No pictures should be carried over. Output all other parts of the entries verbatim.

**Images with localized body landmarks:**
=== Section Start ===
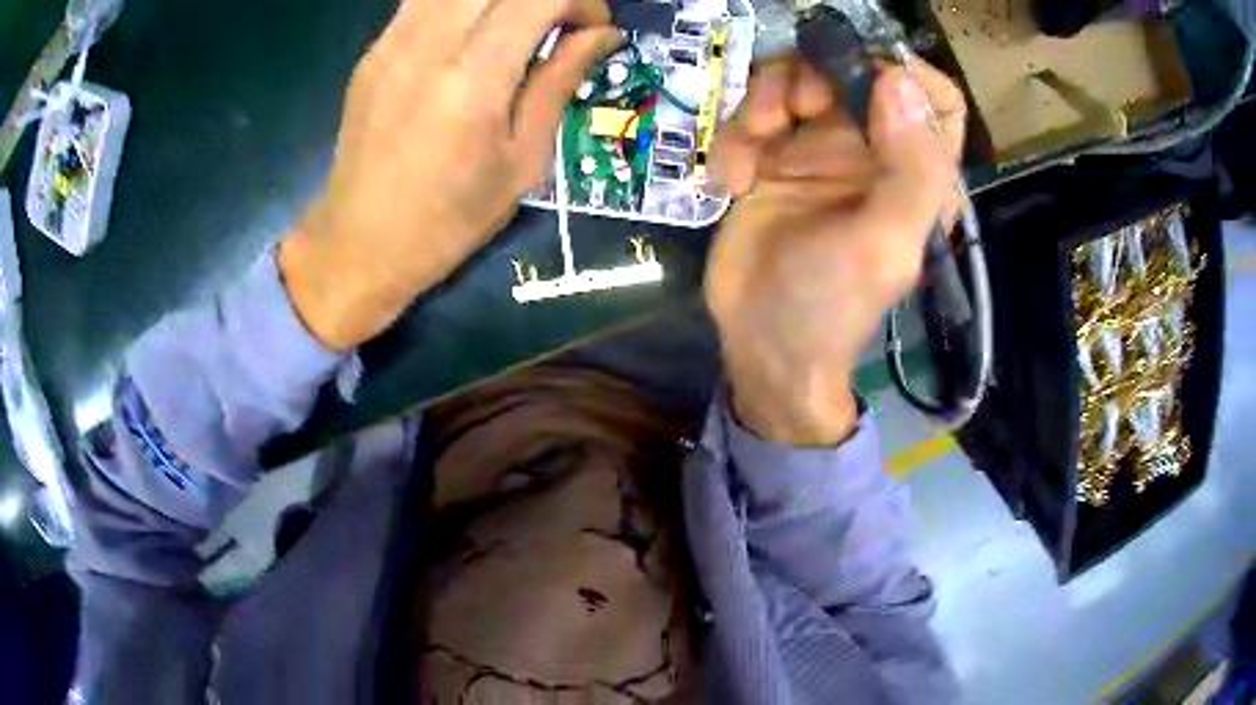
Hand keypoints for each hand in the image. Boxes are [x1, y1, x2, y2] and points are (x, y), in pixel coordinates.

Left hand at [279, 0, 619, 349]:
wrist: (359, 244)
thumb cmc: (449, 219)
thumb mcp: (522, 161)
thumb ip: (558, 83)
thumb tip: (601, 35)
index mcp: (474, 76)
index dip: (580, 1)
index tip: (594, 30)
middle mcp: (429, 42)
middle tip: (560, 27)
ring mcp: (393, 41)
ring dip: (502, 2)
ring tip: (517, 30)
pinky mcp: (374, 49)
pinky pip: (427, 0)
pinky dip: (464, 7)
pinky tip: (473, 35)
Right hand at [705, 56, 964, 444]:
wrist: (762, 344)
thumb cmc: (833, 305)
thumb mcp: (884, 245)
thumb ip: (910, 167)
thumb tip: (899, 80)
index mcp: (917, 170)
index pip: (936, 99)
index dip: (905, 71)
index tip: (858, 75)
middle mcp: (874, 150)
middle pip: (853, 71)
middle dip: (814, 75)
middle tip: (790, 108)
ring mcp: (819, 148)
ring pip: (795, 80)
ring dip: (763, 103)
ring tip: (751, 149)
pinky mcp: (771, 156)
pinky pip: (752, 114)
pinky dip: (734, 138)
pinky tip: (731, 182)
=== Section End ===
**Result of the task:**
Hand keypoints for each hand in the image. Boxes are [x1, y1, x2, y2] and points are (x, y), in pixel coordinates.

Left hand at [279, 0, 619, 349]:
wrist: (359, 244)
thumb cmc: (449, 219)
thumb mcp: (522, 161)
thumb ip: (558, 83)
thumb tip: (601, 35)
index mcp: (474, 76)
index dip: (580, 1)
index tip: (594, 30)
middle mcp: (429, 42)
middle tip: (560, 27)
ring mcp: (393, 41)
ring dip: (502, 2)
ring tip: (517, 30)
pinky mcp: (374, 49)
pinky pip: (427, 0)
pinky dip: (464, 7)
pinky tip: (473, 35)
Right hand at [705, 56, 964, 444]:
wrist: (762, 344)
thumb cmc: (833, 305)
thumb mcp: (884, 245)
thumb ip: (910, 167)
thumb tip: (899, 80)
index mcp: (917, 170)
index pip: (936, 99)
index dip: (905, 71)
index tip: (858, 75)
middle mcp: (874, 150)
middle pip: (853, 71)
middle dip: (814, 75)
middle tip: (790, 108)
ring mcp: (819, 148)
ring pip: (795, 80)
ring dip: (763, 103)
ring tip: (751, 149)
pinky mcp: (771, 156)
pinky pip: (752, 114)
pinky dip: (734, 138)
pinky tip: (731, 182)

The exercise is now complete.